§ What to do
Which lines of the data contain the string "lineWidth"? Copy every one.

§ Input material
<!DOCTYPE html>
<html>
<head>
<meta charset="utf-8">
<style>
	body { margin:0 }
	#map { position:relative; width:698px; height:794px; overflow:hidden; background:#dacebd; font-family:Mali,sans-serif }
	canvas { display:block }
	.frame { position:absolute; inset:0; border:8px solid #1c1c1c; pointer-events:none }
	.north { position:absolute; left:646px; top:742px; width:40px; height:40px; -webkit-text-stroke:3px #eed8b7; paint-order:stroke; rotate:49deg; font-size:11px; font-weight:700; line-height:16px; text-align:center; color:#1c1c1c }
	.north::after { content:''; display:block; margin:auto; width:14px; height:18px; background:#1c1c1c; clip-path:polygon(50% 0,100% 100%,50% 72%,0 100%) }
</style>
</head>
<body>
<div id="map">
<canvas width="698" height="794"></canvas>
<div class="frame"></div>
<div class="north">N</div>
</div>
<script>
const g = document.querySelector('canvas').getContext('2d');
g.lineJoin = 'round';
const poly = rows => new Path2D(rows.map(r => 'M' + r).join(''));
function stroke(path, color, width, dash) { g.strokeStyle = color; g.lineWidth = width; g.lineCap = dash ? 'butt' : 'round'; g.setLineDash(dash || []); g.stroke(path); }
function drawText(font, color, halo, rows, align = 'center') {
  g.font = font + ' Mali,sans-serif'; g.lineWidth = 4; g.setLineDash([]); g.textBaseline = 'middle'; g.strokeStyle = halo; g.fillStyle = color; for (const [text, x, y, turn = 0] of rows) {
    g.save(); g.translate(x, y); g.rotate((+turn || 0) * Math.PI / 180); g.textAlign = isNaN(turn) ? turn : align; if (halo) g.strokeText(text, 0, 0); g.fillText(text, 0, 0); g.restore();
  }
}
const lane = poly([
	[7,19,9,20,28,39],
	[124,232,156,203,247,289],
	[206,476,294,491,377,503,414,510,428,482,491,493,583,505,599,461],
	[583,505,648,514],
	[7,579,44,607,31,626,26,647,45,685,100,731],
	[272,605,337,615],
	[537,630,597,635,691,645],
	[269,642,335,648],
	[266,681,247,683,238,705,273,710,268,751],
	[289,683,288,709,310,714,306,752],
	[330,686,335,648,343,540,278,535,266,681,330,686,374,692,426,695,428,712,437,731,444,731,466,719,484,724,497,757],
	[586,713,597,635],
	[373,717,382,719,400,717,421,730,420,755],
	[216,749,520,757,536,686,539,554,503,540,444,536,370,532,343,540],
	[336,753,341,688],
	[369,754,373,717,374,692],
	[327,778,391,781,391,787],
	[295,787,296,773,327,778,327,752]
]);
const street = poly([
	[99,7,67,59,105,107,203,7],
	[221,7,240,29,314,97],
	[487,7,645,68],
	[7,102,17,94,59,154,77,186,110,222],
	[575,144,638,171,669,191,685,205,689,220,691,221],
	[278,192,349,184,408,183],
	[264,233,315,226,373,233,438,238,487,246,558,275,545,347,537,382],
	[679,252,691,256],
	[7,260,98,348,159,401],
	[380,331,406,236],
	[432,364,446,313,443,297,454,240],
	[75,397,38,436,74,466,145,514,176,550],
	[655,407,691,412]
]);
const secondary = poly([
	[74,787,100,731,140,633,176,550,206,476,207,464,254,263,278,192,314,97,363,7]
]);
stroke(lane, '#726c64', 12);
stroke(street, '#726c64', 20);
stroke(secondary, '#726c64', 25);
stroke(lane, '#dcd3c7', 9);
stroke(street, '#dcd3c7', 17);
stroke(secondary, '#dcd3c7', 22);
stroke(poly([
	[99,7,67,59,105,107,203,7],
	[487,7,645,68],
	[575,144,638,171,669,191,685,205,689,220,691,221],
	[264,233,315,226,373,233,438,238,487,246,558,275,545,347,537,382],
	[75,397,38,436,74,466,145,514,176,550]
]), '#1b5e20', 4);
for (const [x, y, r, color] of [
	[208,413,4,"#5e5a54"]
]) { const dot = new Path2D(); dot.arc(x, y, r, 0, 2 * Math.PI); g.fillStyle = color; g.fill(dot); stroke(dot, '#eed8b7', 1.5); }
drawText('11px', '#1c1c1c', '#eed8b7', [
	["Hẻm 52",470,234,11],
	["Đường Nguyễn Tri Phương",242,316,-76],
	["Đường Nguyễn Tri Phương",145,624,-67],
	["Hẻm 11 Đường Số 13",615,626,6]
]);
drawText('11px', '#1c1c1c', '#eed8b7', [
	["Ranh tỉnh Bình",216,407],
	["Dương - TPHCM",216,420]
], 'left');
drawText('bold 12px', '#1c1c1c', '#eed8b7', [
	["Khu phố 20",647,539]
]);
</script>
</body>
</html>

§ Task answer
function stroke(path, color, width, dash) { g.strokeStyle = color; g.lineWidth = width; g.lineCap = dash ? 'butt' : 'round'; g.setLineDash(dash || []); g.stroke(path); }
  g.font = font + ' Mali,sans-serif'; g.lineWidth = 4; g.setLineDash([]); g.textBaseline = 'middle'; g.strokeStyle = halo; g.fillStyle = color; for (const [text, x, y, turn = 0] of rows) {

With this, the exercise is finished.